══ Data in this exercise ══
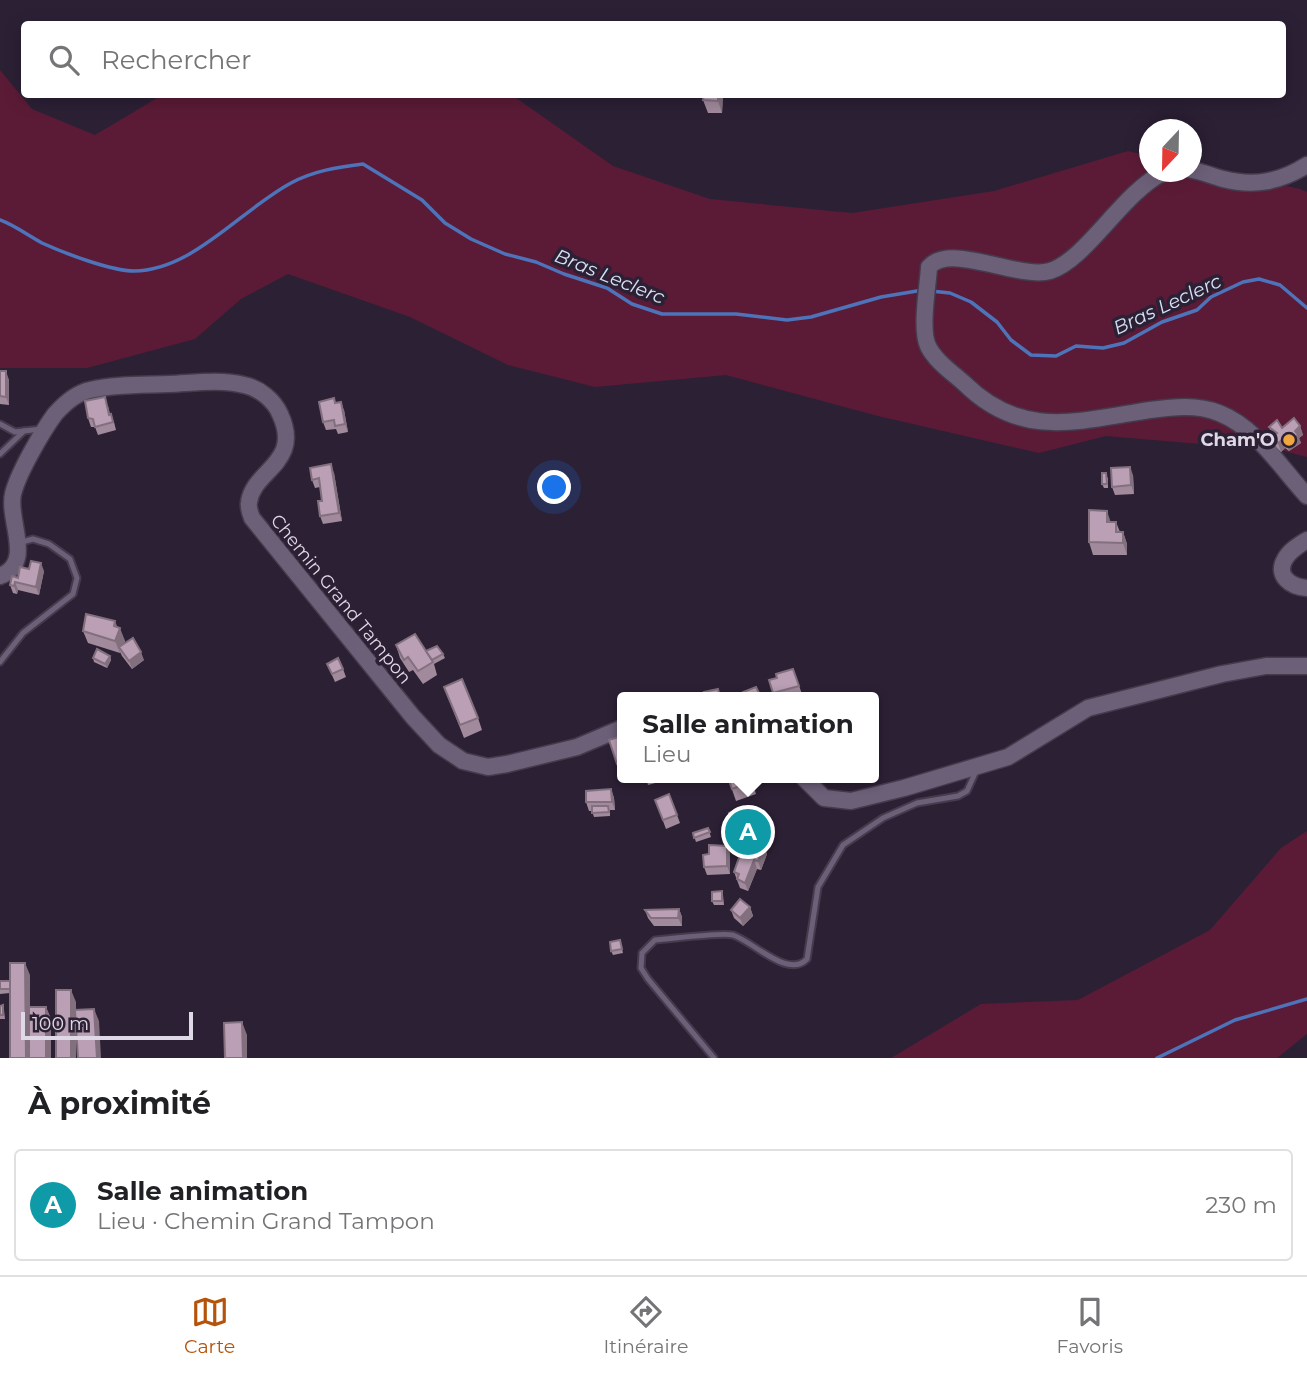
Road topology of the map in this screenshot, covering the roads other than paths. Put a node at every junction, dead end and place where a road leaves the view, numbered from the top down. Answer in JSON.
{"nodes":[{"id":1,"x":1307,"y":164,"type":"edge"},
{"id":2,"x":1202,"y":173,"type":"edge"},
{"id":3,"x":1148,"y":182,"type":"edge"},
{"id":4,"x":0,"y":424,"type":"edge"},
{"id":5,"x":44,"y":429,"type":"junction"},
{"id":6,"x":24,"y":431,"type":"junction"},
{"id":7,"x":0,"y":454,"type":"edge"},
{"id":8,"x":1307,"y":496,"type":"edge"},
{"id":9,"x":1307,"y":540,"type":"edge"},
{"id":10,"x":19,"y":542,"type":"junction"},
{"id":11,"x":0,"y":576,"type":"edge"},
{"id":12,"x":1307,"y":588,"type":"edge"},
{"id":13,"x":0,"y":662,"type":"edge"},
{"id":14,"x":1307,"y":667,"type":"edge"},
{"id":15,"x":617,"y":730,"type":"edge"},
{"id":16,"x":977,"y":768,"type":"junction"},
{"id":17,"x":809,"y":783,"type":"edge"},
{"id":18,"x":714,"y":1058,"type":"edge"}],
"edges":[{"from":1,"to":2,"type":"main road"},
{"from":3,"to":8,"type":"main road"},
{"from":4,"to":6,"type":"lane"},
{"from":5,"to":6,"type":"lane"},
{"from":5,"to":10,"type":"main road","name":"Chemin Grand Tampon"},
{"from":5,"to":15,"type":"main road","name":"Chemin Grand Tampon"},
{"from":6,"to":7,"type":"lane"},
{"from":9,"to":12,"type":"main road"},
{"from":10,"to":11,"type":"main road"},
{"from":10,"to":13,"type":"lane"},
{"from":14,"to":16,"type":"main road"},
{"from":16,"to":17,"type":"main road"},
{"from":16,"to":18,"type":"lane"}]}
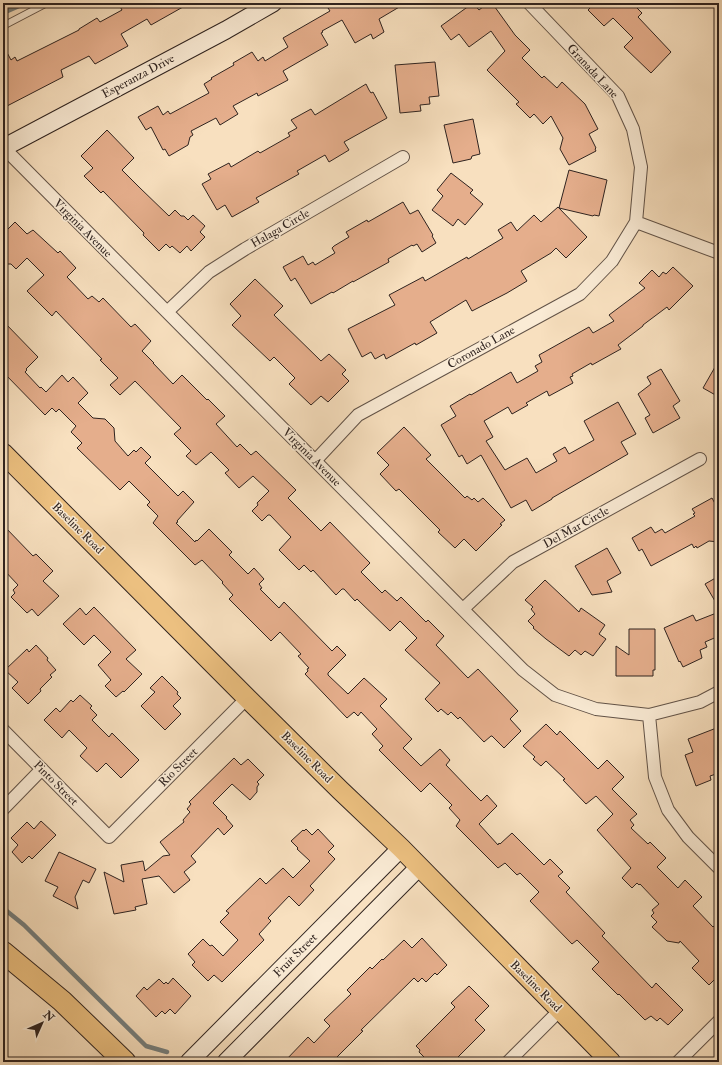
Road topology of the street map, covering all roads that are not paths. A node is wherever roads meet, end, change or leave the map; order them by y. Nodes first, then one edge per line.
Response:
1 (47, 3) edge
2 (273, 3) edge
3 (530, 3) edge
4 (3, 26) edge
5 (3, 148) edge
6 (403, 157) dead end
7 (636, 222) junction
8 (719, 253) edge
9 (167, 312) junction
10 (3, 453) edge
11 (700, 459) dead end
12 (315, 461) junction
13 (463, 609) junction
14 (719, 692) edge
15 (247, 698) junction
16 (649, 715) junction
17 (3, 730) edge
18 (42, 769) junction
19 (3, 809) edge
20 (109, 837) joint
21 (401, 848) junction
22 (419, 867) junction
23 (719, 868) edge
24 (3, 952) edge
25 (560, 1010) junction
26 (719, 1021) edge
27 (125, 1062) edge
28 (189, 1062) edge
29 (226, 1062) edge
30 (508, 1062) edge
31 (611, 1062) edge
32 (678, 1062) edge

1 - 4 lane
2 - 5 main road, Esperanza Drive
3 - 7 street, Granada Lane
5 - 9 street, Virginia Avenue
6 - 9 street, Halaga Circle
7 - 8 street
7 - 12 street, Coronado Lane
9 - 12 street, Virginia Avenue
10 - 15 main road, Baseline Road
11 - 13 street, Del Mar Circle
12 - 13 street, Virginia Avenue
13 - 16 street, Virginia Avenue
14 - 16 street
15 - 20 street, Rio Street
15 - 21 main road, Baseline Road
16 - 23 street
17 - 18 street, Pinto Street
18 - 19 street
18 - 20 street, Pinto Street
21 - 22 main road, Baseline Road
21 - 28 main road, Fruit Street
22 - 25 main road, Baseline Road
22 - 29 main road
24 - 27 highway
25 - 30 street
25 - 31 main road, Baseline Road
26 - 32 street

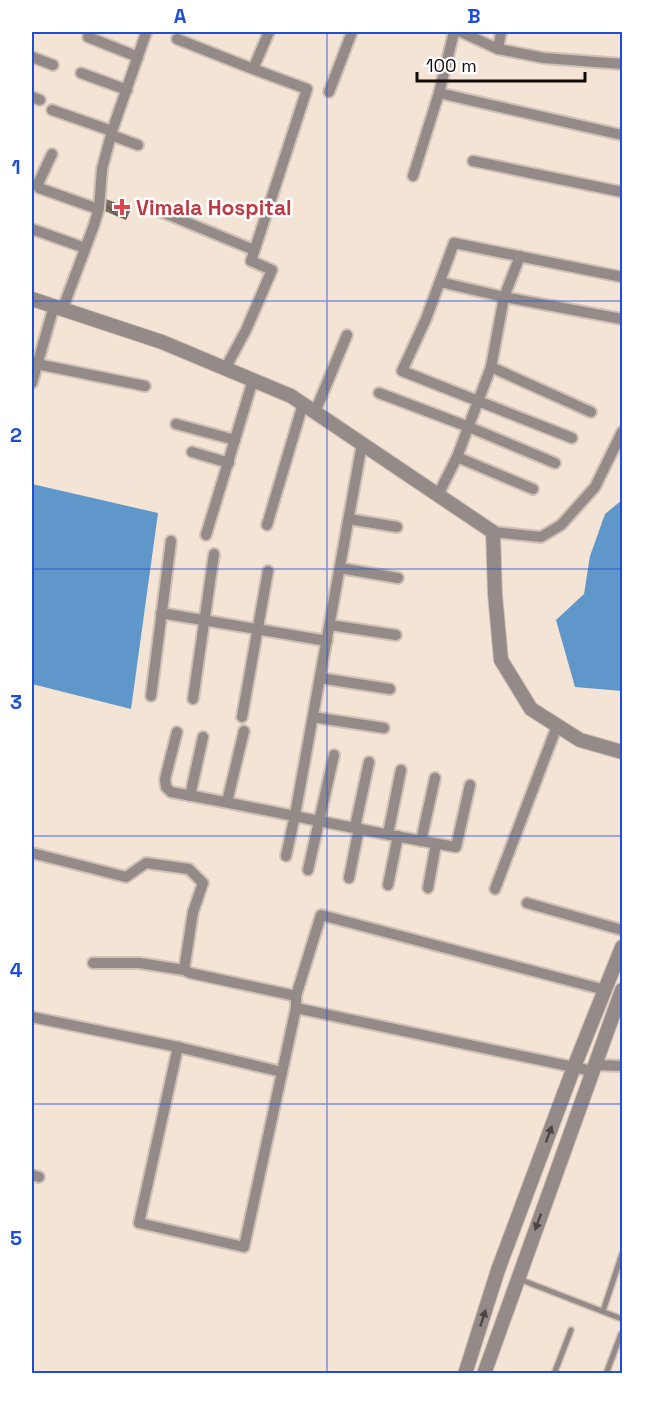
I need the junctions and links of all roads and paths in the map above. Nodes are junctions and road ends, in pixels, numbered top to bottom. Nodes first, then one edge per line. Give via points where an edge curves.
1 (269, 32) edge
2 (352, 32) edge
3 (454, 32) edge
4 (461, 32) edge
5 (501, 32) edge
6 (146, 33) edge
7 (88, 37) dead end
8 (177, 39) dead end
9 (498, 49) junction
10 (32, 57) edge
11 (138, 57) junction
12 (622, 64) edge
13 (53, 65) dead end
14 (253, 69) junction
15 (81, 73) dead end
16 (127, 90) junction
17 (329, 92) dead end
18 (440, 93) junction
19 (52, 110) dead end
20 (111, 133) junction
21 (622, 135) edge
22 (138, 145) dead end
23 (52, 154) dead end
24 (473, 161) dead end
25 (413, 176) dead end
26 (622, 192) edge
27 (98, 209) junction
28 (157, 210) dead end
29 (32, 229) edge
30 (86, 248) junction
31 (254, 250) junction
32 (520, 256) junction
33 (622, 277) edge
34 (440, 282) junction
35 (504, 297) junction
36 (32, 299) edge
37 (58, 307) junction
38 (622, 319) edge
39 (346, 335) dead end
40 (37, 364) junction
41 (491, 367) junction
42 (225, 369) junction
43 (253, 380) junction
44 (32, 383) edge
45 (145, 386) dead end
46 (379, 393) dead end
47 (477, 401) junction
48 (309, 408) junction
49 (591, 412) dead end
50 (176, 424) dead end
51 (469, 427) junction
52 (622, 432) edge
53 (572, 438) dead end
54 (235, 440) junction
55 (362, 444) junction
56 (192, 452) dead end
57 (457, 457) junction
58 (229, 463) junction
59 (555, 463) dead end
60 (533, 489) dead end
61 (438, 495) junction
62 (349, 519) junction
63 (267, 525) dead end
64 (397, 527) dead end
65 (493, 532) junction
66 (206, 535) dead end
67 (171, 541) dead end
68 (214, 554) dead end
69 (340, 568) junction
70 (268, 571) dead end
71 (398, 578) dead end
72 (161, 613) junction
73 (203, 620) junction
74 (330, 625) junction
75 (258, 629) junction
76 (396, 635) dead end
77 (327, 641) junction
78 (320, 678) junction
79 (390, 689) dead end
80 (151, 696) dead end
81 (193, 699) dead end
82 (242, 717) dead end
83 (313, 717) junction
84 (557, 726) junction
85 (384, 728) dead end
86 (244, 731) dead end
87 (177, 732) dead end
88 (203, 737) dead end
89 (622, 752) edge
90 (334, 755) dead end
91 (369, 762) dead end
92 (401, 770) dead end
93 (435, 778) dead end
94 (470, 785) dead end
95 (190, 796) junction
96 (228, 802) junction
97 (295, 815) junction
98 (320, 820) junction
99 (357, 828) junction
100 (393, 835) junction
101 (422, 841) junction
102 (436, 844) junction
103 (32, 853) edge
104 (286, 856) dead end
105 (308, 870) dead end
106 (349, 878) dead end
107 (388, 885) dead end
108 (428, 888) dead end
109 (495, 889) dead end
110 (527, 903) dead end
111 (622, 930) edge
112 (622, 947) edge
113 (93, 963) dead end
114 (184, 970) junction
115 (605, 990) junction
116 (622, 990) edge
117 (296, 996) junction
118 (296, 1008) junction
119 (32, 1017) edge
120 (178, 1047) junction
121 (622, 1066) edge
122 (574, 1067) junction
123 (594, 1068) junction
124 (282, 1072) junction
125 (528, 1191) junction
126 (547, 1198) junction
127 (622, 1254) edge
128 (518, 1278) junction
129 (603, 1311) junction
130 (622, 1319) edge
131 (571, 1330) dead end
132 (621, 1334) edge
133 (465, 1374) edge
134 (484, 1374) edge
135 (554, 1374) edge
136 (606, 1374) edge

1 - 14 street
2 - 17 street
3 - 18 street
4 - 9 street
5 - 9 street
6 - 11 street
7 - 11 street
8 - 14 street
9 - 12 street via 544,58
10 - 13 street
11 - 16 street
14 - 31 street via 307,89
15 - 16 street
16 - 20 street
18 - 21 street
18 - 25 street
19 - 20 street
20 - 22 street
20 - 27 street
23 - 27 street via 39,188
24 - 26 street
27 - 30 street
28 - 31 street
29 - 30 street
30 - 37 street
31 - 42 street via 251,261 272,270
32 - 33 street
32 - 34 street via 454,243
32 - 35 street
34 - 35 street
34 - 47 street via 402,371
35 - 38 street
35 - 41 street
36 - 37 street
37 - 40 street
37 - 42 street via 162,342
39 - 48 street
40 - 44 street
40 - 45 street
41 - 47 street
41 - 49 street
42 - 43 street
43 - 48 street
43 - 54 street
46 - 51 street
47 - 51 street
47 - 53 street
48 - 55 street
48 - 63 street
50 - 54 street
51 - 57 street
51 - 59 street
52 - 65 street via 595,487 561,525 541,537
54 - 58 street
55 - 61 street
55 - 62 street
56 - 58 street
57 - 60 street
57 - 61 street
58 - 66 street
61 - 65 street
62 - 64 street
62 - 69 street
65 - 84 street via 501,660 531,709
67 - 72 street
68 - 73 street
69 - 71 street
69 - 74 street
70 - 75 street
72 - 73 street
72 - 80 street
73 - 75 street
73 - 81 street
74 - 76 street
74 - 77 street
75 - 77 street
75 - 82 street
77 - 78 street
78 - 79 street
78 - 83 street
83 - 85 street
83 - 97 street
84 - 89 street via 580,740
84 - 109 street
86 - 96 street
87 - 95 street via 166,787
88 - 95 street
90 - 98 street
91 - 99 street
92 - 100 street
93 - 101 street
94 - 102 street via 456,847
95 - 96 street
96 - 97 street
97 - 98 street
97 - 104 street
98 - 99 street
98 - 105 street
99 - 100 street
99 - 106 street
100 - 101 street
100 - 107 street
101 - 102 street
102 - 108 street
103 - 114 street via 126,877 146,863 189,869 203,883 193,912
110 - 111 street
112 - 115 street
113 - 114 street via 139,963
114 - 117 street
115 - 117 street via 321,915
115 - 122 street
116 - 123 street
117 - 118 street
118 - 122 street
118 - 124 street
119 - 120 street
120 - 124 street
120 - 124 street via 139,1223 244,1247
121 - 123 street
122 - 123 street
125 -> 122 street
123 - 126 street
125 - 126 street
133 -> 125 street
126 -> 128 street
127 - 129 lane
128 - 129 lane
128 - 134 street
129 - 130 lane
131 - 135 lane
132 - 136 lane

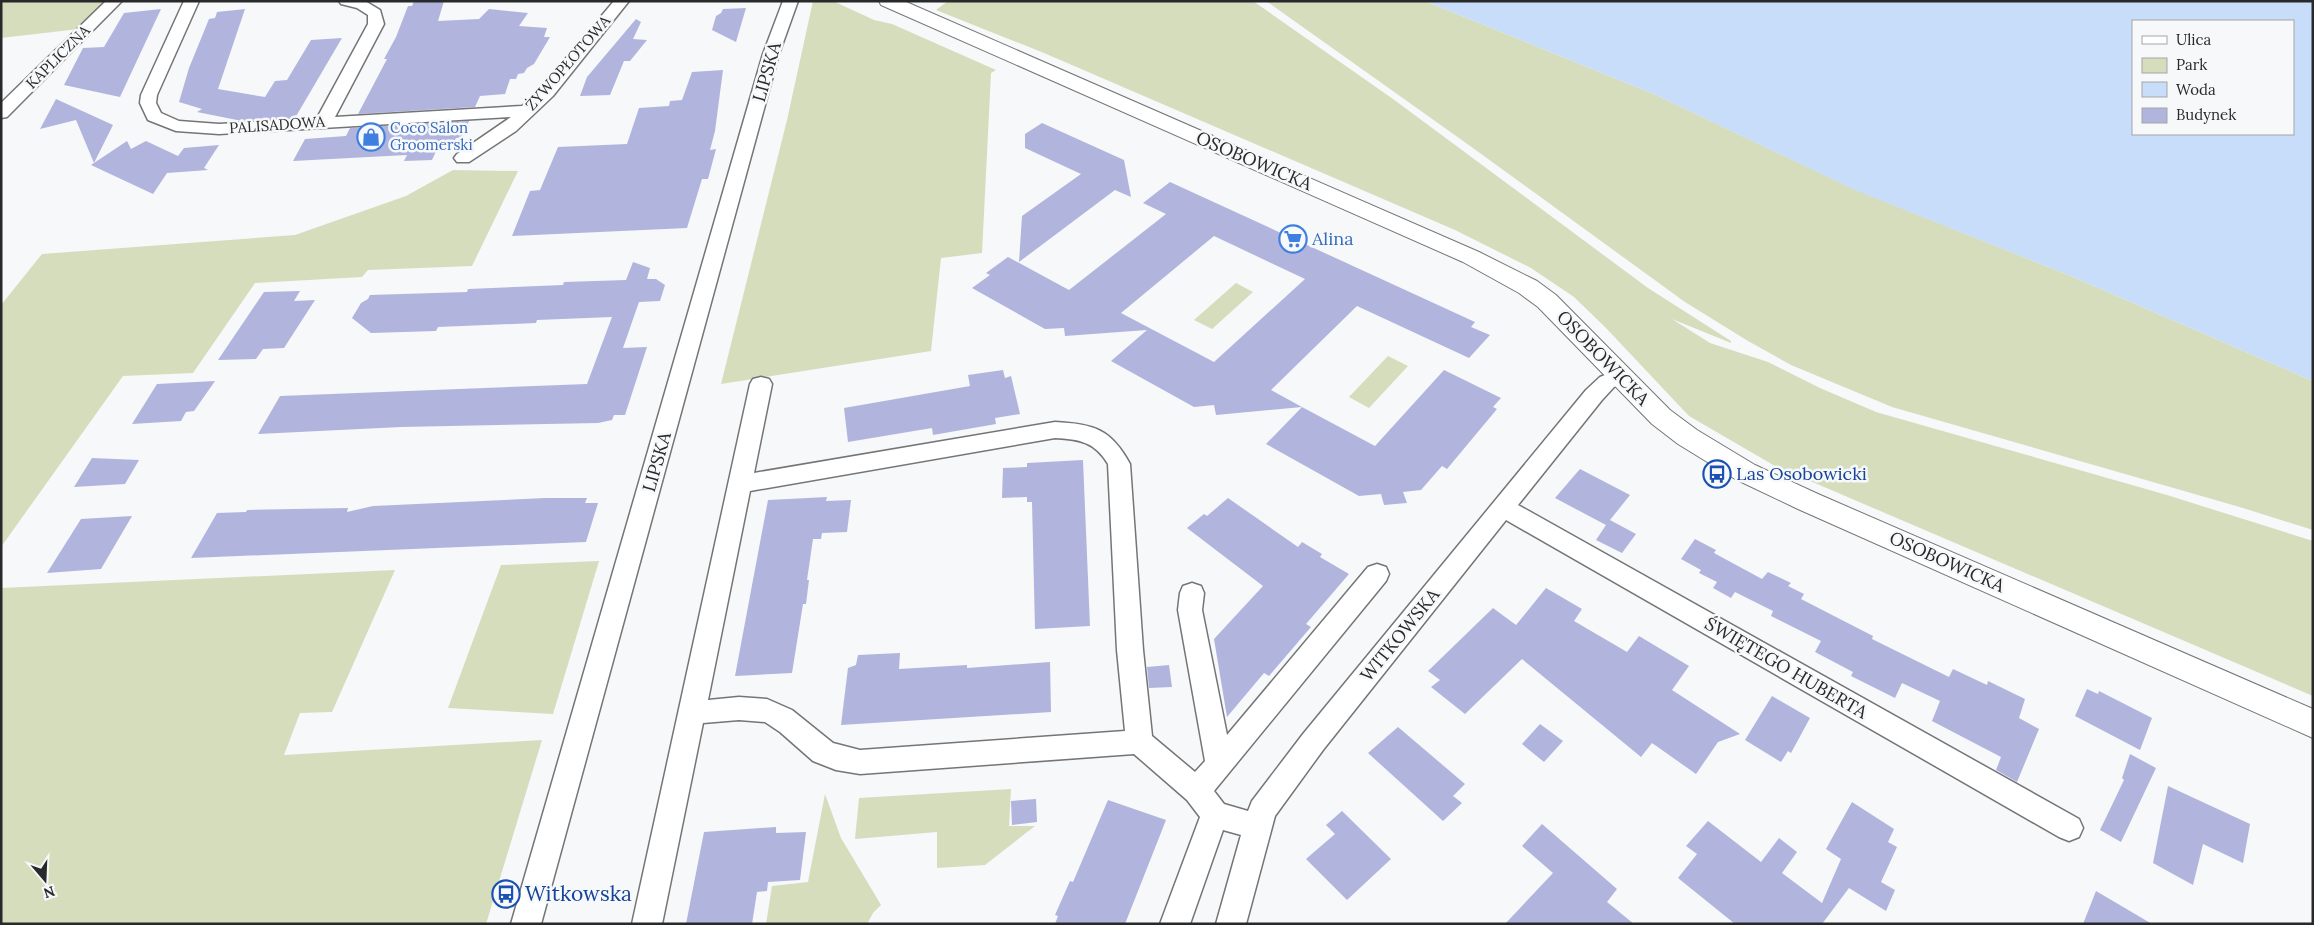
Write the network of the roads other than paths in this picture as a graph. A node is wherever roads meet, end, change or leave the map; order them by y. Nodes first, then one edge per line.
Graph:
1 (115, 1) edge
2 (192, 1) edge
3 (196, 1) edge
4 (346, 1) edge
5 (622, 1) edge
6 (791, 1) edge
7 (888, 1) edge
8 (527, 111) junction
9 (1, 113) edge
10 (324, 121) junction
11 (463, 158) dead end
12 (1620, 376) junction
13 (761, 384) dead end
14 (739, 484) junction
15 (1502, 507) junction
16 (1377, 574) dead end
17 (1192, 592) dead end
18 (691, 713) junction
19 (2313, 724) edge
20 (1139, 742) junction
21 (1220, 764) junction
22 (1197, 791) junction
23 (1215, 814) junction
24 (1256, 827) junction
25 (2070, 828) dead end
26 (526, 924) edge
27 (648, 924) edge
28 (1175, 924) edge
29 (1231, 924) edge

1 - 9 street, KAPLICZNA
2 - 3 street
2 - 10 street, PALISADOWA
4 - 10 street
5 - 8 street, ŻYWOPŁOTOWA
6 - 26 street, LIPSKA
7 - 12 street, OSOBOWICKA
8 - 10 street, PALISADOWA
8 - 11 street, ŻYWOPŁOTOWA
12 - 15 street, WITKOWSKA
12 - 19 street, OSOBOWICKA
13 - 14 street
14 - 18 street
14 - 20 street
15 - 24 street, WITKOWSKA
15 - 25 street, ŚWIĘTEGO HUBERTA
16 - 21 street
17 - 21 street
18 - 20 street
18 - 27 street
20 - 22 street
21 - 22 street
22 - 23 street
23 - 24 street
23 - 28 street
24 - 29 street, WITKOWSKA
═══
Work instructions
Say how many lines of the data hold the string "WITKOWSKA", with no other words in your reply.

Exercise output
3